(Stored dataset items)
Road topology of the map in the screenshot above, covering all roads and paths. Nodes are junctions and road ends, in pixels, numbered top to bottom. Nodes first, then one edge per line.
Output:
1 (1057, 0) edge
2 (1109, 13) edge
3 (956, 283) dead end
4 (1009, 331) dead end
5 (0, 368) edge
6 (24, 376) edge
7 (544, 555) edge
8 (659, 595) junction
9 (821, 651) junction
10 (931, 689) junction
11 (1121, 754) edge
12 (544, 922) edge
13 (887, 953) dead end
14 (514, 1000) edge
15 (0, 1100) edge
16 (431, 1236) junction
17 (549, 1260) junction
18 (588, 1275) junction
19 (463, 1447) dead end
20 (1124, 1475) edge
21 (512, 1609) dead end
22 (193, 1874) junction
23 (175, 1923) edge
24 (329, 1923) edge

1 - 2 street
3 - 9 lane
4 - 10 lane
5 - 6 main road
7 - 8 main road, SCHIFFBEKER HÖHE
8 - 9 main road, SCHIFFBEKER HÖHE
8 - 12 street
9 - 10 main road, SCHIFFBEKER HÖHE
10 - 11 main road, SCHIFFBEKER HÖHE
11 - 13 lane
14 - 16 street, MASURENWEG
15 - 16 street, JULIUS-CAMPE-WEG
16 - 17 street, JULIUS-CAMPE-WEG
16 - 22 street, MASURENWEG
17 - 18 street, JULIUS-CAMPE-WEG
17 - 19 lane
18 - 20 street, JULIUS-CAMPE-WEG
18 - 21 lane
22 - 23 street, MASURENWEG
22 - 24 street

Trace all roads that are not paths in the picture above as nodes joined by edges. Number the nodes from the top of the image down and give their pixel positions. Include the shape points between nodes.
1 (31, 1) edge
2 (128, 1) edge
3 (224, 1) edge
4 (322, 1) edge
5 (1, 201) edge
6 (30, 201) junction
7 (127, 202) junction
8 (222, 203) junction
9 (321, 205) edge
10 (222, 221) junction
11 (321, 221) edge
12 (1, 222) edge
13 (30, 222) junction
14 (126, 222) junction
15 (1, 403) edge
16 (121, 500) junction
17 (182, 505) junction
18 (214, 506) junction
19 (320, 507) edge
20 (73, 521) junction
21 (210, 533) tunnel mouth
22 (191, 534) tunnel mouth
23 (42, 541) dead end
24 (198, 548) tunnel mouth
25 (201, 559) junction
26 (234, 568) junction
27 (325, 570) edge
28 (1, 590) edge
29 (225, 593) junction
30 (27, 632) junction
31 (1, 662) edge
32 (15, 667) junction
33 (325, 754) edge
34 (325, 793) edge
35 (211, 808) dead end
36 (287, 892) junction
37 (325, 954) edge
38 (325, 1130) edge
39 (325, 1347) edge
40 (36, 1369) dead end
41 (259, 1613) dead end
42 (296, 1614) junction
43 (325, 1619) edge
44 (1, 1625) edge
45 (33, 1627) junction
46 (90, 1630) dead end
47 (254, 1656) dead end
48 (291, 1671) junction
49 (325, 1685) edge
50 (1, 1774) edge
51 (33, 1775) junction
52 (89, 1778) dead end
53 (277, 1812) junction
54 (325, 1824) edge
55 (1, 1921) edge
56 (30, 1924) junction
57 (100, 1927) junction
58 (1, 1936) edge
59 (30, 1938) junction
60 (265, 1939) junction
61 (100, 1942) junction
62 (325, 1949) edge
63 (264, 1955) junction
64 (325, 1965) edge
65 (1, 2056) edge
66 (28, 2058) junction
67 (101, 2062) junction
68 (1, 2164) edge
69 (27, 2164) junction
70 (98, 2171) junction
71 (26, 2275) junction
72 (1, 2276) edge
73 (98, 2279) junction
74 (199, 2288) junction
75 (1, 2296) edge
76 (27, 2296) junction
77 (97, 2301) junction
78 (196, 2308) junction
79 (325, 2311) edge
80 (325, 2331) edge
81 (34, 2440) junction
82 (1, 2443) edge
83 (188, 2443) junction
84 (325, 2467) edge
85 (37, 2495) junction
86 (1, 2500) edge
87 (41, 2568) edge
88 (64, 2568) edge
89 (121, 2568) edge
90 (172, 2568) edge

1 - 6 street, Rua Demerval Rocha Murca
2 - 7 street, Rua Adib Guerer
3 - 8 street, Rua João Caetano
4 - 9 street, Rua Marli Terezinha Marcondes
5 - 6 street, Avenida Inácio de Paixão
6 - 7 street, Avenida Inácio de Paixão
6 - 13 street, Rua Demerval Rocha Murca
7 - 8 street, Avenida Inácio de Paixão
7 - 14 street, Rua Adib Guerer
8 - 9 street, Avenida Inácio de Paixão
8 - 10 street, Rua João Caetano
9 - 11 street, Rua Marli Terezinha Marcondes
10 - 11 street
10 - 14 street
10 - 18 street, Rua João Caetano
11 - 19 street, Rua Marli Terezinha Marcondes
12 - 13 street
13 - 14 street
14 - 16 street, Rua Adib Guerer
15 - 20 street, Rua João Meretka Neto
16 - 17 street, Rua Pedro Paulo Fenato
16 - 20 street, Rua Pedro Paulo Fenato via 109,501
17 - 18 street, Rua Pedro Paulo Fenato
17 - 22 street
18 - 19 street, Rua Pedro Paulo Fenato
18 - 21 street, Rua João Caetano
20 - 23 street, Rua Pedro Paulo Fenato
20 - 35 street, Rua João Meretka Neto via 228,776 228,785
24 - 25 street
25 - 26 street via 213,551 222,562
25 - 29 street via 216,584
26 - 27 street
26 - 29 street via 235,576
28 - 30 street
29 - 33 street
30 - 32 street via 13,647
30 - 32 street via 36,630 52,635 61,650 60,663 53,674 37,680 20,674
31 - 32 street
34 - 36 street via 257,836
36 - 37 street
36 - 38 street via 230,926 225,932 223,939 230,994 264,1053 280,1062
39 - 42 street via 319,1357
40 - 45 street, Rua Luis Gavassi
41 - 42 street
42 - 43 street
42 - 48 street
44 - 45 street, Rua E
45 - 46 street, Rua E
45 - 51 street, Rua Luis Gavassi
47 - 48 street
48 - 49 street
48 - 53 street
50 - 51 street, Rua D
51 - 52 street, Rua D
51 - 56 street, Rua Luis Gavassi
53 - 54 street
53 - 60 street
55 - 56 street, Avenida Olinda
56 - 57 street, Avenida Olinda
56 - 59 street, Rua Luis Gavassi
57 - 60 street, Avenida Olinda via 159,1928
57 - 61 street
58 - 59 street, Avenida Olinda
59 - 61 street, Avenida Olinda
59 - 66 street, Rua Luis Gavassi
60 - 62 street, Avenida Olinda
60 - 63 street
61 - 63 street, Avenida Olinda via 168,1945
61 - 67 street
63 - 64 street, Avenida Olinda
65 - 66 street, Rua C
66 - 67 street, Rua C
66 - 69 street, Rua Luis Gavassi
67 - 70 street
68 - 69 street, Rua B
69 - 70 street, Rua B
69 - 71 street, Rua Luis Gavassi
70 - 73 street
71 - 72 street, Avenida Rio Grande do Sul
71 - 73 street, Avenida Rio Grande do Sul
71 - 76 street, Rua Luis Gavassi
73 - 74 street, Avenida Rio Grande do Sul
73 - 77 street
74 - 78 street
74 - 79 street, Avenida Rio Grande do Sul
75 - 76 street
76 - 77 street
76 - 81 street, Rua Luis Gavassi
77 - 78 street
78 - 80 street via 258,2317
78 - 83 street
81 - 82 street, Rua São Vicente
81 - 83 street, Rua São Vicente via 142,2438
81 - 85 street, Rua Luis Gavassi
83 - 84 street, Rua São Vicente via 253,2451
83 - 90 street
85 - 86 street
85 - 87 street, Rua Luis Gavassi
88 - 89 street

What this task involves »
Repeat every entry exactly. Nothing may be dropped.

Output below »
Road topology of the map in the screenshot above, covering all roads and paths. Nodes are junctions and road ends, in pixels, numbered top to bottom. Nodes first, then one edge per line.
Output:
1 (1057, 0) edge
2 (1109, 13) edge
3 (956, 283) dead end
4 (1009, 331) dead end
5 (0, 368) edge
6 (24, 376) edge
7 (544, 555) edge
8 (659, 595) junction
9 (821, 651) junction
10 (931, 689) junction
11 (1121, 754) edge
12 (544, 922) edge
13 (887, 953) dead end
14 (514, 1000) edge
15 (0, 1100) edge
16 (431, 1236) junction
17 (549, 1260) junction
18 (588, 1275) junction
19 (463, 1447) dead end
20 (1124, 1475) edge
21 (512, 1609) dead end
22 (193, 1874) junction
23 (175, 1923) edge
24 (329, 1923) edge

1 - 2 street
3 - 9 lane
4 - 10 lane
5 - 6 main road
7 - 8 main road, SCHIFFBEKER HÖHE
8 - 9 main road, SCHIFFBEKER HÖHE
8 - 12 street
9 - 10 main road, SCHIFFBEKER HÖHE
10 - 11 main road, SCHIFFBEKER HÖHE
11 - 13 lane
14 - 16 street, MASURENWEG
15 - 16 street, JULIUS-CAMPE-WEG
16 - 17 street, JULIUS-CAMPE-WEG
16 - 22 street, MASURENWEG
17 - 18 street, JULIUS-CAMPE-WEG
17 - 19 lane
18 - 20 street, JULIUS-CAMPE-WEG
18 - 21 lane
22 - 23 street, MASURENWEG
22 - 24 street

Trace all roads that are not paths in the picture above as nodes joined by edges. Number the nodes from the top of the image down and give their pixel positions. Include the shape points between nodes.
1 (31, 1) edge
2 (128, 1) edge
3 (224, 1) edge
4 (322, 1) edge
5 (1, 201) edge
6 (30, 201) junction
7 (127, 202) junction
8 (222, 203) junction
9 (321, 205) edge
10 (222, 221) junction
11 (321, 221) edge
12 (1, 222) edge
13 (30, 222) junction
14 (126, 222) junction
15 (1, 403) edge
16 (121, 500) junction
17 (182, 505) junction
18 (214, 506) junction
19 (320, 507) edge
20 (73, 521) junction
21 (210, 533) tunnel mouth
22 (191, 534) tunnel mouth
23 (42, 541) dead end
24 (198, 548) tunnel mouth
25 (201, 559) junction
26 (234, 568) junction
27 (325, 570) edge
28 (1, 590) edge
29 (225, 593) junction
30 (27, 632) junction
31 (1, 662) edge
32 (15, 667) junction
33 (325, 754) edge
34 (325, 793) edge
35 (211, 808) dead end
36 (287, 892) junction
37 (325, 954) edge
38 (325, 1130) edge
39 (325, 1347) edge
40 (36, 1369) dead end
41 (259, 1613) dead end
42 (296, 1614) junction
43 (325, 1619) edge
44 (1, 1625) edge
45 (33, 1627) junction
46 (90, 1630) dead end
47 (254, 1656) dead end
48 (291, 1671) junction
49 (325, 1685) edge
50 (1, 1774) edge
51 (33, 1775) junction
52 (89, 1778) dead end
53 (277, 1812) junction
54 (325, 1824) edge
55 (1, 1921) edge
56 (30, 1924) junction
57 (100, 1927) junction
58 (1, 1936) edge
59 (30, 1938) junction
60 (265, 1939) junction
61 (100, 1942) junction
62 (325, 1949) edge
63 (264, 1955) junction
64 (325, 1965) edge
65 (1, 2056) edge
66 (28, 2058) junction
67 (101, 2062) junction
68 (1, 2164) edge
69 (27, 2164) junction
70 (98, 2171) junction
71 (26, 2275) junction
72 (1, 2276) edge
73 (98, 2279) junction
74 (199, 2288) junction
75 (1, 2296) edge
76 (27, 2296) junction
77 (97, 2301) junction
78 (196, 2308) junction
79 (325, 2311) edge
80 (325, 2331) edge
81 (34, 2440) junction
82 (1, 2443) edge
83 (188, 2443) junction
84 (325, 2467) edge
85 (37, 2495) junction
86 (1, 2500) edge
87 (41, 2568) edge
88 (64, 2568) edge
89 (121, 2568) edge
90 (172, 2568) edge

1 - 6 street, Rua Demerval Rocha Murca
2 - 7 street, Rua Adib Guerer
3 - 8 street, Rua João Caetano
4 - 9 street, Rua Marli Terezinha Marcondes
5 - 6 street, Avenida Inácio de Paixão
6 - 7 street, Avenida Inácio de Paixão
6 - 13 street, Rua Demerval Rocha Murca
7 - 8 street, Avenida Inácio de Paixão
7 - 14 street, Rua Adib Guerer
8 - 9 street, Avenida Inácio de Paixão
8 - 10 street, Rua João Caetano
9 - 11 street, Rua Marli Terezinha Marcondes
10 - 11 street
10 - 14 street
10 - 18 street, Rua João Caetano
11 - 19 street, Rua Marli Terezinha Marcondes
12 - 13 street
13 - 14 street
14 - 16 street, Rua Adib Guerer
15 - 20 street, Rua João Meretka Neto
16 - 17 street, Rua Pedro Paulo Fenato
16 - 20 street, Rua Pedro Paulo Fenato via 109,501
17 - 18 street, Rua Pedro Paulo Fenato
17 - 22 street
18 - 19 street, Rua Pedro Paulo Fenato
18 - 21 street, Rua João Caetano
20 - 23 street, Rua Pedro Paulo Fenato
20 - 35 street, Rua João Meretka Neto via 228,776 228,785
24 - 25 street
25 - 26 street via 213,551 222,562
25 - 29 street via 216,584
26 - 27 street
26 - 29 street via 235,576
28 - 30 street
29 - 33 street
30 - 32 street via 13,647
30 - 32 street via 36,630 52,635 61,650 60,663 53,674 37,680 20,674
31 - 32 street
34 - 36 street via 257,836
36 - 37 street
36 - 38 street via 230,926 225,932 223,939 230,994 264,1053 280,1062
39 - 42 street via 319,1357
40 - 45 street, Rua Luis Gavassi
41 - 42 street
42 - 43 street
42 - 48 street
44 - 45 street, Rua E
45 - 46 street, Rua E
45 - 51 street, Rua Luis Gavassi
47 - 48 street
48 - 49 street
48 - 53 street
50 - 51 street, Rua D
51 - 52 street, Rua D
51 - 56 street, Rua Luis Gavassi
53 - 54 street
53 - 60 street
55 - 56 street, Avenida Olinda
56 - 57 street, Avenida Olinda
56 - 59 street, Rua Luis Gavassi
57 - 60 street, Avenida Olinda via 159,1928
57 - 61 street
58 - 59 street, Avenida Olinda
59 - 61 street, Avenida Olinda
59 - 66 street, Rua Luis Gavassi
60 - 62 street, Avenida Olinda
60 - 63 street
61 - 63 street, Avenida Olinda via 168,1945
61 - 67 street
63 - 64 street, Avenida Olinda
65 - 66 street, Rua C
66 - 67 street, Rua C
66 - 69 street, Rua Luis Gavassi
67 - 70 street
68 - 69 street, Rua B
69 - 70 street, Rua B
69 - 71 street, Rua Luis Gavassi
70 - 73 street
71 - 72 street, Avenida Rio Grande do Sul
71 - 73 street, Avenida Rio Grande do Sul
71 - 76 street, Rua Luis Gavassi
73 - 74 street, Avenida Rio Grande do Sul
73 - 77 street
74 - 78 street
74 - 79 street, Avenida Rio Grande do Sul
75 - 76 street
76 - 77 street
76 - 81 street, Rua Luis Gavassi
77 - 78 street
78 - 80 street via 258,2317
78 - 83 street
81 - 82 street, Rua São Vicente
81 - 83 street, Rua São Vicente via 142,2438
81 - 85 street, Rua Luis Gavassi
83 - 84 street, Rua São Vicente via 253,2451
83 - 90 street
85 - 86 street
85 - 87 street, Rua Luis Gavassi
88 - 89 street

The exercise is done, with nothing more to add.